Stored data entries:
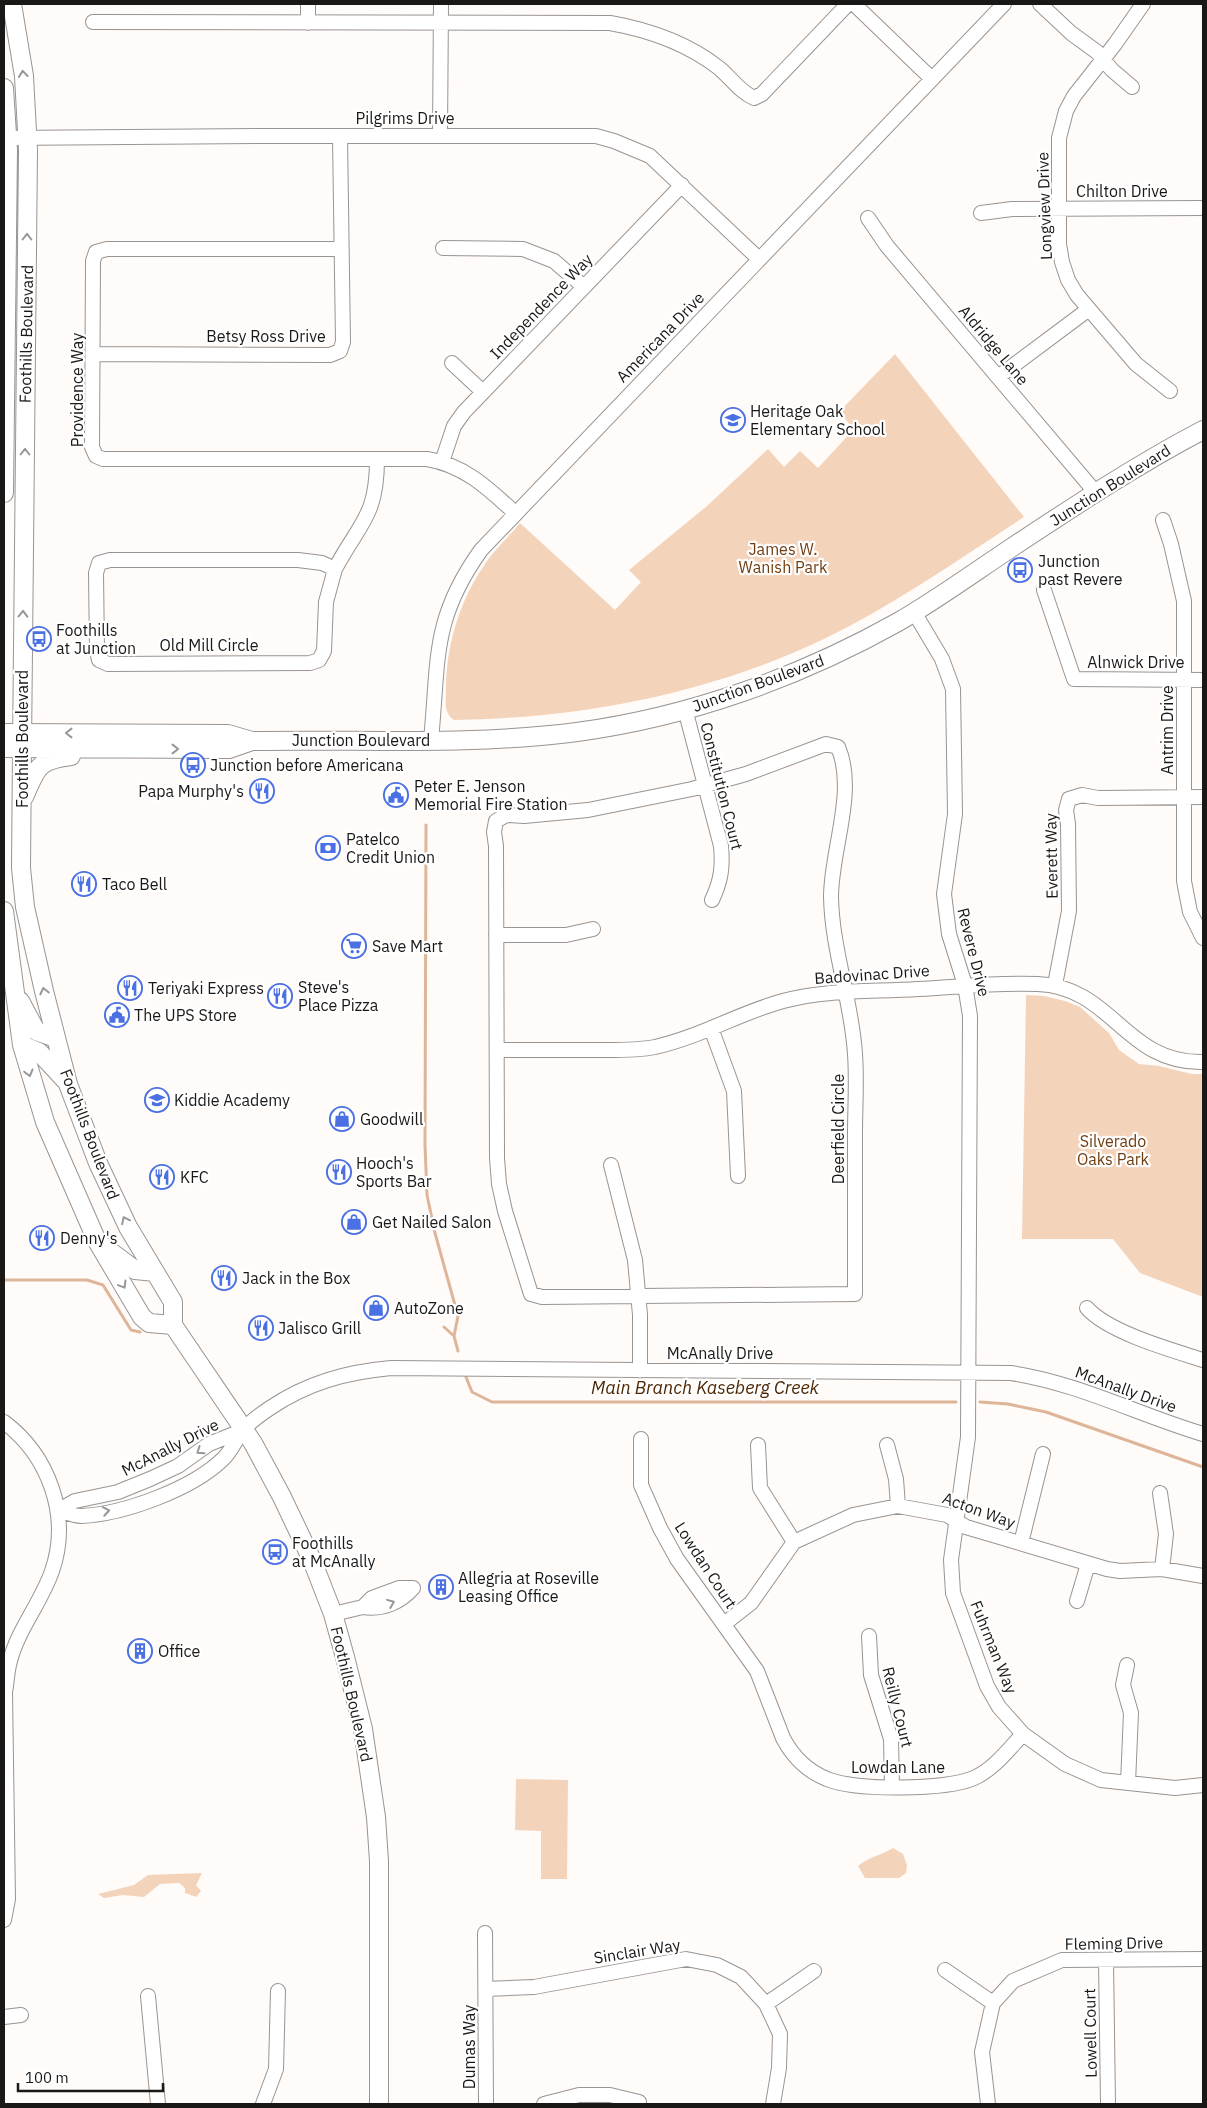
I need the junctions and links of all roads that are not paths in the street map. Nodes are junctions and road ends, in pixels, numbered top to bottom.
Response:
1 (12, 4) edge
2 (308, 4) edge
3 (441, 4) edge
4 (848, 4) edge
5 (854, 4) edge
6 (1004, 4) edge
7 (1040, 4) edge
8 (1143, 4) edge
9 (93, 22) dead end
10 (308, 23) junction
11 (441, 23) junction
12 (1103, 60) junction
13 (932, 79) junction
14 (1132, 87) dead end
15 (4, 88) edge
16 (440, 135) junction
17 (340, 136) junction
18 (6, 138) edge
19 (28, 138) junction
20 (682, 185) junction
21 (1203, 208) edge
22 (1059, 209) junction
23 (981, 213) dead end
24 (868, 218) dead end
25 (443, 248) dead end
26 (341, 249) junction
27 (759, 259) junction
28 (584, 287) junction
29 (1089, 308) junction
30 (94, 354) junction
31 (452, 363) dead end
32 (998, 377) junction
33 (5, 379) edge
34 (1170, 391) dead end
35 (483, 392) junction
36 (1203, 430) edge
37 (377, 458) junction
38 (442, 462) junction
39 (4, 493) edge
40 (1096, 493) junction
41 (515, 513) junction
42 (1163, 520) dead end
43 (334, 569) junction
44 (1044, 590) dead end
45 (914, 612) junction
46 (1184, 680) junction
47 (1203, 680) edge
48 (685, 709) junction
49 (4, 733) edge
50 (22, 740) junction
51 (431, 740) junction
52 (252, 741) junction
53 (4, 748) edge
54 (142, 749) junction
55 (705, 785) junction
56 (1184, 797) junction
57 (1203, 797) edge
58 (21, 803) junction
59 (712, 900) dead end
60 (4, 911) edge
61 (593, 928) dead end
62 (496, 935) junction
63 (1203, 938) edge
64 (965, 985) junction
65 (1055, 985) junction
66 (15, 991) junction
67 (845, 991) junction
68 (711, 1028) junction
69 (56, 1038) junction
70 (22, 1044) junction
71 (497, 1050) junction
72 (1203, 1062) edge
73 (68, 1084) junction
74 (611, 1165) dead end
75 (738, 1176) dead end
76 (97, 1241) junction
77 (155, 1272) junction
78 (639, 1297) junction
79 (1087, 1308) dead end
80 (173, 1325) junction
81 (1203, 1360) edge
82 (640, 1371) junction
83 (968, 1372) junction
84 (4, 1422) edge
85 (244, 1430) junction
86 (1203, 1434) edge
87 (641, 1439) dead end
88 (758, 1445) dead end
89 (888, 1445) dead end
90 (1043, 1454) dead end
91 (1160, 1493) dead end
92 (898, 1506) junction
93 (59, 1510) junction
94 (957, 1521) junction
95 (794, 1542) junction
96 (1021, 1543) junction
97 (1088, 1564) junction
98 (1162, 1569) junction
99 (1203, 1576) edge
100 (413, 1588) dead end
101 (1078, 1601) dead end
102 (332, 1614) junction
103 (724, 1624) junction
104 (869, 1636) dead end
105 (1126, 1665) dead end
106 (1023, 1734) junction
107 (1128, 1784) junction
108 (1203, 1785) edge
109 (892, 1786) junction
110 (4, 1920) edge
111 (485, 1933) dead end
112 (1203, 1959) edge
113 (1106, 1960) junction
114 (945, 1970) dead end
115 (814, 1971) dead end
116 (486, 1989) junction
117 (278, 1991) dead end
118 (148, 1996) dead end
119 (993, 2003) junction
120 (766, 2004) junction
121 (21, 2015) dead end
122 (4, 2016) edge
123 (639, 2102) dead end
124 (158, 2104) edge
125 (264, 2104) edge
126 (379, 2104) edge
127 (486, 2104) edge
128 (544, 2104) edge
129 (772, 2104) edge
130 (988, 2104) edge
131 (1108, 2104) edge

19 -> 1 main road, Foothills Boulevard
2 - 10 street
3 - 11 street
4 - 11 street
5 - 13 street
6 - 13 street, Americana Drive
7 - 12 street
8 - 12 street, Longview Drive
9 - 10 street
10 - 11 street
11 - 16 street
12 - 14 street
12 - 22 street, Longview Drive
13 - 27 street, Americana Drive
15 - 18 main road, Foothills Boulevard
16 - 17 street, Pilgrims Drive
16 - 20 street, Pilgrims Drive
17 - 19 street, Pilgrims Drive
17 - 26 street, Betsy Ross Drive
18 - 19 street, Pilgrims Drive
18 - 33 main road, Foothills Boulevard
50 -> 19 main road, Foothills Boulevard
20 - 27 street, Pilgrims Drive
20 - 28 street, Independence Way
21 - 22 street, Chilton Drive
22 - 23 street, Chilton Drive
22 - 29 street, Longview Drive
24 - 32 street, Aldridge Lane
25 - 28 street
26 - 30 street, Providence Way
26 - 30 street, Betsy Ross Drive
27 - 41 street, Americana Drive
28 - 35 street, Independence Way
29 - 32 street
29 - 34 street, Longview Drive
30 - 37 street, Providence Way
31 - 35 street
32 - 40 street, Aldridge Lane
33 - 39 main road, Foothills Boulevard
35 - 38 street, Independence Way
36 - 40 main road, Junction Boulevard
37 - 38 street, Providence Way
37 - 43 street, Old Mill Circle
38 - 41 street, Providence Way
40 - 45 main road, Junction Boulevard
41 - 51 street, Americana Drive
42 - 46 street, Antrim Drive
43 - 43 street, Old Mill Circle
44 - 46 street, Alnwick Drive
45 - 48 main road, Junction Boulevard
45 - 64 street, Revere Drive
46 - 47 street, Alnwick Drive
46 - 56 street, Antrim Drive
48 - 51 main road, Junction Boulevard
48 - 55 street, Constitution Court
49 - 50 main road, Junction Boulevard
52 -> 50 main road, Junction Boulevard
50 - 53 main road, Junction Boulevard
50 - 54 main road, Junction Boulevard
50 - 58 main road, Foothills Boulevard
51 - 52 main road, Junction Boulevard
54 -> 52 main road, Junction Boulevard
54 - 58 main road
55 - 59 street, Constitution Court
55 - 62 street, Deerfield Circle
55 - 67 street, Deerfield Circle
56 - 57 street, Everett Way
56 - 63 street, Antrim Drive
56 - 65 street, Everett Way
69 -> 58 main road, Foothills Boulevard
60 - 66 main road
61 - 62 street
62 - 71 street, Deerfield Circle
64 - 65 street, Badovinac Drive
64 - 67 street, Badovinac Drive
64 - 83 street, Revere Drive
65 - 72 street, Badovinac Drive
66 - 69 main road
66 - 70 main road
67 - 68 street, Badovinac Drive
67 - 78 street, Deerfield Circle
68 - 71 street, Badovinac Drive
68 - 75 street
69 - 73 main road, Foothills Boulevard
70 - 73 main road
70 -> 76 main road
71 - 78 street, Deerfield Circle
77 -> 73 main road, Foothills Boulevard
74 - 78 street
76 - 77 main road
76 -> 80 main road
77 - 80 main road, Foothills Boulevard
78 - 82 street
79 - 81 street
80 - 85 main road, Foothills Boulevard
82 - 83 street, McAnally Drive
82 - 85 street, McAnally Drive
83 - 86 street, McAnally Drive
83 - 94 street, Fuhrman Way
84 - 93 street
85 -> 93 street, McAnally Drive
93 -> 85 street, McAnally Drive
85 - 102 main road, Foothills Boulevard
87 - 103 street, Lowdan Court
88 - 95 street
89 - 92 street
90 - 96 street
91 - 98 street
92 - 94 street, Acton Way
92 - 95 street, Acton Way
93 - 110 street
94 - 96 street, Acton Way
94 - 106 street, Fuhrman Way
95 - 103 street
96 - 97 street, Acton Way
97 - 98 street, Acton Way
97 - 101 street
98 - 99 street, Acton Way
100 - 102 street
102 - 126 main road, Foothills Boulevard
103 - 109 street, Lowdan Lane
104 - 109 street, Reilly Court
105 - 107 street
106 - 107 street, Fuhrman Way
106 - 109 street, Lowdan Lane
107 - 108 street, Fuhrman Way
111 - 116 street, Dumas Way
112 - 113 street, Fleming Drive
113 - 119 street, Fleming Drive
113 - 131 street, Lowell Court
114 - 119 street
115 - 120 street
116 - 120 street, Sinclair Way
116 - 127 street, Dumas Way
117 - 125 street
118 - 124 street
119 - 130 street, Fleming Drive
120 - 129 street, Sinclair Way
121 - 122 street
123 - 128 street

- **WHAT YOU HAVE TO DO**:
All that is needed is how many lines of the data contain "Betsy", stated as a number.

- **TASK SOLUTION**:
2